The exercise asks you to copy every line below in which "Guarujá" appears.

[Start of section]

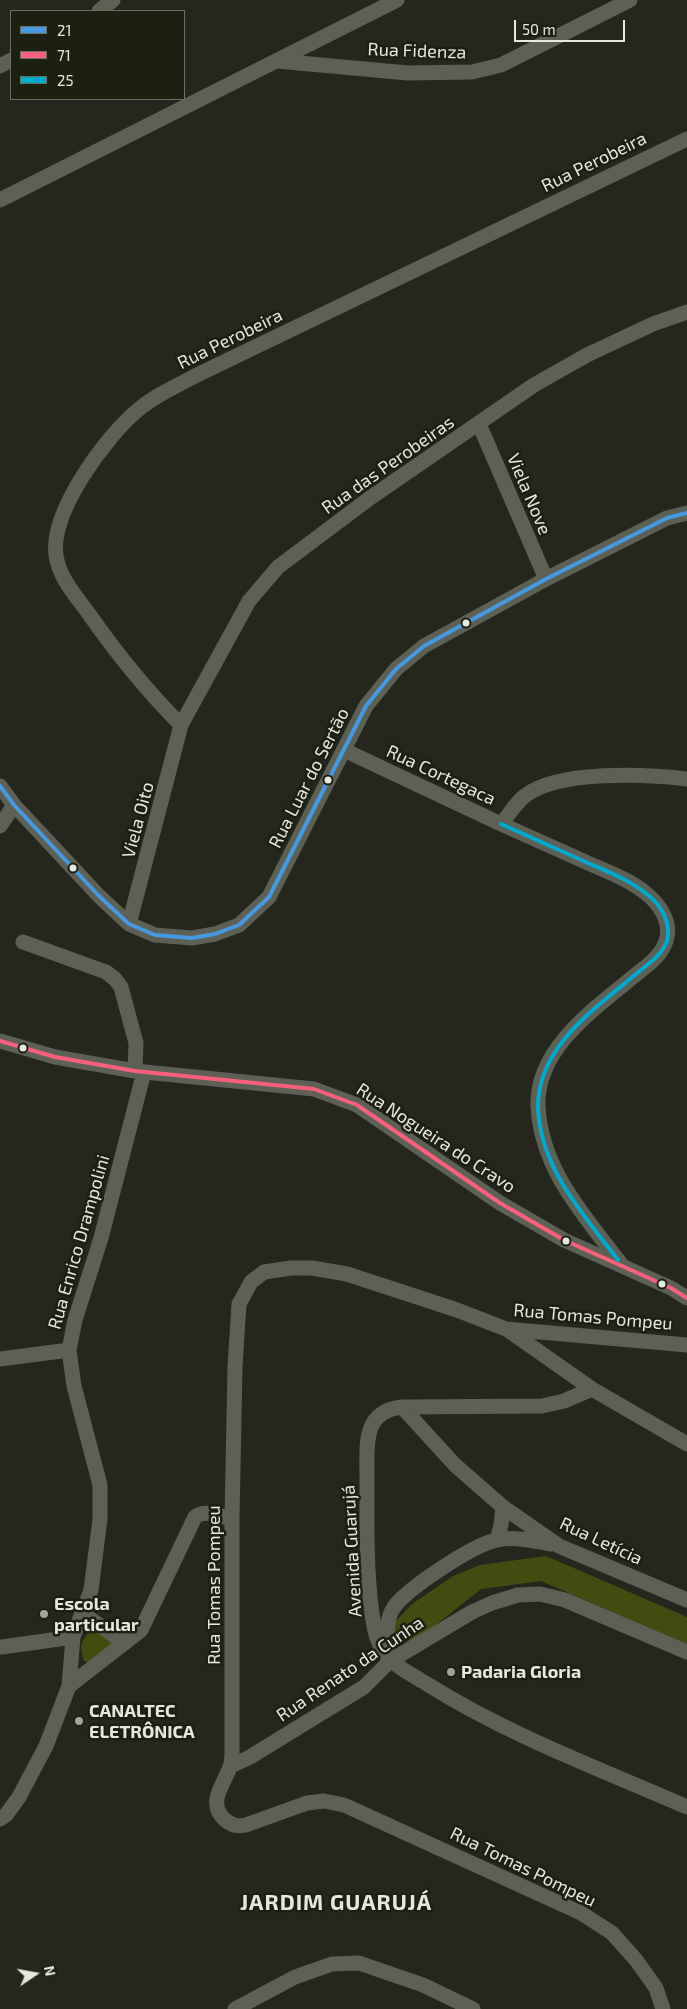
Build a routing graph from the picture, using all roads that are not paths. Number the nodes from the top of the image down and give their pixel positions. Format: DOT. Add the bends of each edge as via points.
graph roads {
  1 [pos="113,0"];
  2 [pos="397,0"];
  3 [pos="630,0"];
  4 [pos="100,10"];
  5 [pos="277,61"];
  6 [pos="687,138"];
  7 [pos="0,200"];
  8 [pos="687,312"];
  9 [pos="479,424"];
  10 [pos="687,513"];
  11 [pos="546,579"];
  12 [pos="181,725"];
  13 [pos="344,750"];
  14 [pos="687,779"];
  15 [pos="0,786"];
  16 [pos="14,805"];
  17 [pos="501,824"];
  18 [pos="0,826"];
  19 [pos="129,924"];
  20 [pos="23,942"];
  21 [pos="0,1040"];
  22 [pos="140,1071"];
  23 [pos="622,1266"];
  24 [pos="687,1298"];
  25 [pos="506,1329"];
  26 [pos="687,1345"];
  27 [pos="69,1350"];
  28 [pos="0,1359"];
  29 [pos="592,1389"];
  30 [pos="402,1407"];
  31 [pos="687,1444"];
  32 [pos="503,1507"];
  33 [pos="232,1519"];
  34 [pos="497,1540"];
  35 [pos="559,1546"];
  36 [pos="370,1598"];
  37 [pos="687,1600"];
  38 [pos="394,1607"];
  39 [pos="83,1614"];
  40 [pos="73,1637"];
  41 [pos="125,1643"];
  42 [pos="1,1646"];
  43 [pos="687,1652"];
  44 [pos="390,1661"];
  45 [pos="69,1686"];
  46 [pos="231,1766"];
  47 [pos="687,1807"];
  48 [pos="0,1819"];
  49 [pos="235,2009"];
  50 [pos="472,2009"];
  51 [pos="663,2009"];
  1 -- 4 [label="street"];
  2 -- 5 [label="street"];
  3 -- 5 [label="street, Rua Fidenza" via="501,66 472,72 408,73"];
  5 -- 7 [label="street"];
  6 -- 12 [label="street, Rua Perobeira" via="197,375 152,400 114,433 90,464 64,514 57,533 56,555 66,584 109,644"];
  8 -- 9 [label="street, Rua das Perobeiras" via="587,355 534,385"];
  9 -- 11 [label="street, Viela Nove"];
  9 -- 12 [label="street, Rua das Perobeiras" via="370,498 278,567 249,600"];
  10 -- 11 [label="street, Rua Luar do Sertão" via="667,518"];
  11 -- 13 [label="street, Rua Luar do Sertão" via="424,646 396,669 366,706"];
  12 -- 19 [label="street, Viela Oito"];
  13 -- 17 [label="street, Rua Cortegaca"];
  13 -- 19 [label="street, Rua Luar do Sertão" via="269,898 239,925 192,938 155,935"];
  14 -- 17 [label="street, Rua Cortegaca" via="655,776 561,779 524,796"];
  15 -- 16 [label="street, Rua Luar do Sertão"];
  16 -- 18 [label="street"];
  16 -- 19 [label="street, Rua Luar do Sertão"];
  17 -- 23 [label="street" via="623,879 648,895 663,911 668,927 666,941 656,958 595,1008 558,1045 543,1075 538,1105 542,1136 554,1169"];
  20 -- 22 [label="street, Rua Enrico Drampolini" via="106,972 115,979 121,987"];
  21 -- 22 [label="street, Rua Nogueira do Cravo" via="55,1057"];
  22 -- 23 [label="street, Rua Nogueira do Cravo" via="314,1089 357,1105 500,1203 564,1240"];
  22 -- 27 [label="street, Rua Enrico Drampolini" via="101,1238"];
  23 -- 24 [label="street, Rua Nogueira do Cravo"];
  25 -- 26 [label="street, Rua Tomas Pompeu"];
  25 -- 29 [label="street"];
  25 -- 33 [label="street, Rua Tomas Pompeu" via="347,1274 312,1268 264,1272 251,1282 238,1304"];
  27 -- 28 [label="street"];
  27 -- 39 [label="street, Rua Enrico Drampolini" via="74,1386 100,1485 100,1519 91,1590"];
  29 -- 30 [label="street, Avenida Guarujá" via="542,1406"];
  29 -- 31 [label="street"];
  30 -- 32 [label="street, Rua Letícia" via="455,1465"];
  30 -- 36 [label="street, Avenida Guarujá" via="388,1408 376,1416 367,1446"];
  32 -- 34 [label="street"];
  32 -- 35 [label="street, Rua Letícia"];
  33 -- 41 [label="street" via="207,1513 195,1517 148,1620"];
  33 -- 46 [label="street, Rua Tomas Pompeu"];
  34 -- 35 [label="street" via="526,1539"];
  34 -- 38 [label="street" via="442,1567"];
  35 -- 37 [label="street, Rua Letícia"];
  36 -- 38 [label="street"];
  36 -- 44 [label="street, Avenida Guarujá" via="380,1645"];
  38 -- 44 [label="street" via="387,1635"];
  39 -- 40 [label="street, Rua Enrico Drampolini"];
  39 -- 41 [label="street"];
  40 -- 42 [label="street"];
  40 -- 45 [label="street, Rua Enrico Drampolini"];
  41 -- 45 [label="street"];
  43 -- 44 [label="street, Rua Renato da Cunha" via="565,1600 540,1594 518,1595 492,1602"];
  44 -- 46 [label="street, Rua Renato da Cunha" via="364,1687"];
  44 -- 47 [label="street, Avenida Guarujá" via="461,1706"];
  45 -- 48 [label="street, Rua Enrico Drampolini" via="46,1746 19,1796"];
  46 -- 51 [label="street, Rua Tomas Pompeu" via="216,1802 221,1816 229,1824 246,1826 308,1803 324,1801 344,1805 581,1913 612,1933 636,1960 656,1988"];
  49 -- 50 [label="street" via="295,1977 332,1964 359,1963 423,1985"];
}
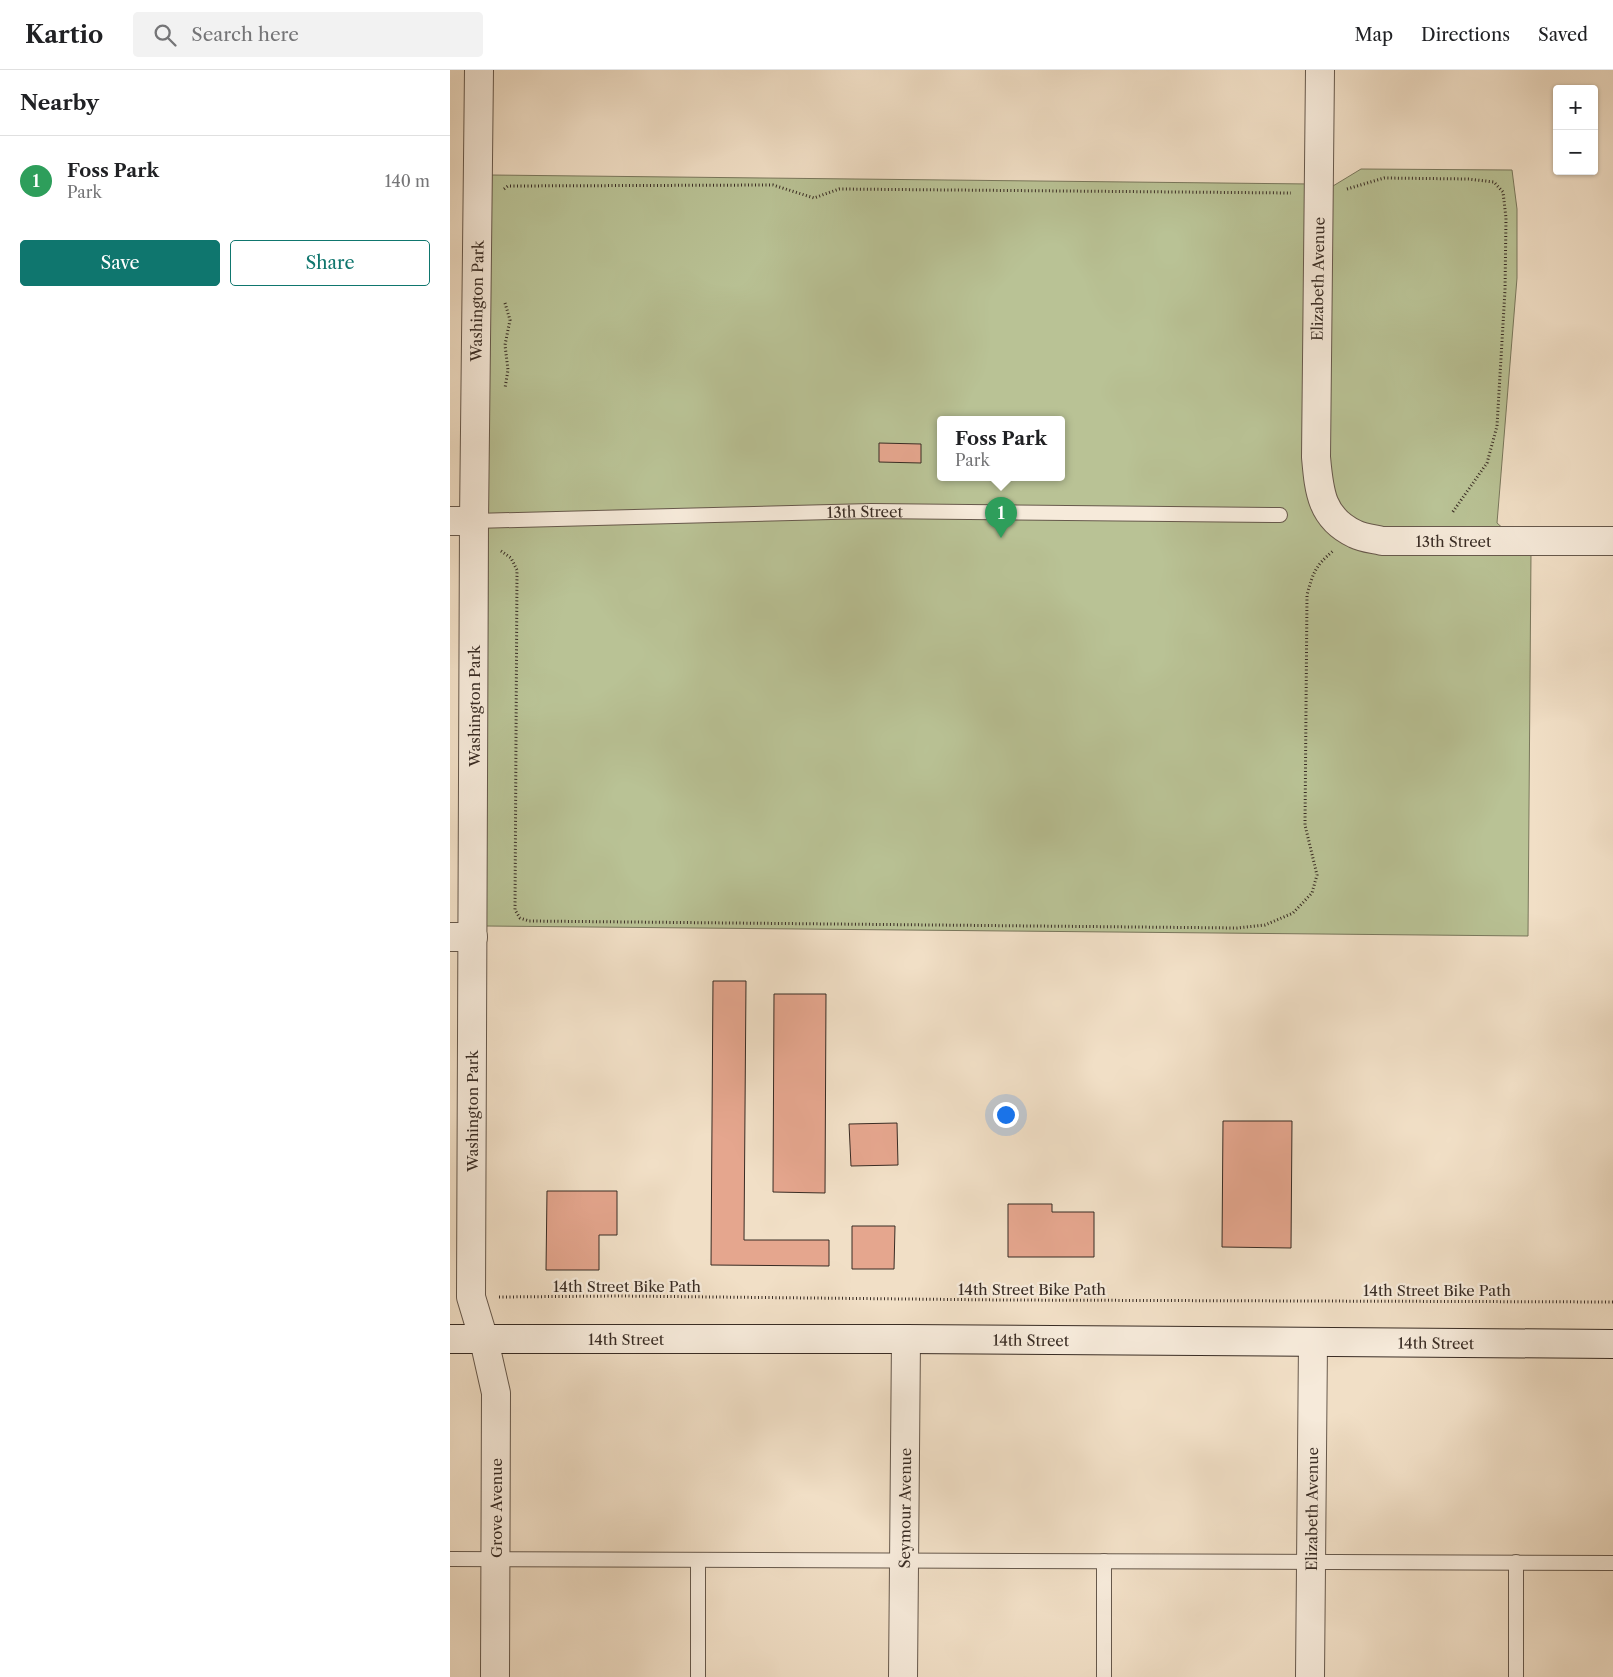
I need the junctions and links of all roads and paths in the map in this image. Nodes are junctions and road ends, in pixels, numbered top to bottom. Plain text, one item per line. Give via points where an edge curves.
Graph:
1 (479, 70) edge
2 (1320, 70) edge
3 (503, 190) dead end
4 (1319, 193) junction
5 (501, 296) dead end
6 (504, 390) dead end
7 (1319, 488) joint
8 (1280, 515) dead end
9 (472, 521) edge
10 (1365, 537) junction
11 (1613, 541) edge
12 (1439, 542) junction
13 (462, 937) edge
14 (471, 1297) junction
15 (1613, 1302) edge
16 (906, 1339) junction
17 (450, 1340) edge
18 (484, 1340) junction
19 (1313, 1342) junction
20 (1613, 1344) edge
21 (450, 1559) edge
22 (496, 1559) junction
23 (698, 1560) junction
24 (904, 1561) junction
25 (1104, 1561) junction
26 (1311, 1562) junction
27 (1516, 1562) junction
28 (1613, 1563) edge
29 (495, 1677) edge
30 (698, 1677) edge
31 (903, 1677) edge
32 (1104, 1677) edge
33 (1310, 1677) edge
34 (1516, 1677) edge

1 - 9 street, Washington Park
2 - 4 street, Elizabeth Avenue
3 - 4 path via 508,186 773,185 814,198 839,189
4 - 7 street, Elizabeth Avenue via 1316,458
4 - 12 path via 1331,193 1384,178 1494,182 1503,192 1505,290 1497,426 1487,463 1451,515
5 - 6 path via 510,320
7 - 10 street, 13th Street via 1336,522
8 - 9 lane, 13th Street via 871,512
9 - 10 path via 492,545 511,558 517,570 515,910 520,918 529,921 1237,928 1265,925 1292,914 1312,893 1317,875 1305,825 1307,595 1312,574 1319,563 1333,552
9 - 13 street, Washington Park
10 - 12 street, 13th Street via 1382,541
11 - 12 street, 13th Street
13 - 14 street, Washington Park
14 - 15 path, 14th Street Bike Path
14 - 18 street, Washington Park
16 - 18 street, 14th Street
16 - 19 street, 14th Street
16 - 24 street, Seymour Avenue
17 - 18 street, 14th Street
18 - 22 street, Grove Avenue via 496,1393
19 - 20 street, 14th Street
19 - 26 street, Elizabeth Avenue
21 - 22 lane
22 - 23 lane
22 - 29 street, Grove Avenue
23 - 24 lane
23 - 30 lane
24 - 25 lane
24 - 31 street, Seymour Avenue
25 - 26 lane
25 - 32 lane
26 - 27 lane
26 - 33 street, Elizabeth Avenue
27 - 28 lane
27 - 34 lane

[End of section]

RESPONSE:
  29 -- 30 [label="street, Avenida Guarujá" via="542,1406"];
  30 -- 36 [label="street, Avenida Guarujá" via="388,1408 376,1416 367,1446"];
  36 -- 44 [label="street, Avenida Guarujá" via="380,1645"];
  44 -- 47 [label="street, Avenida Guarujá" via="461,1706"];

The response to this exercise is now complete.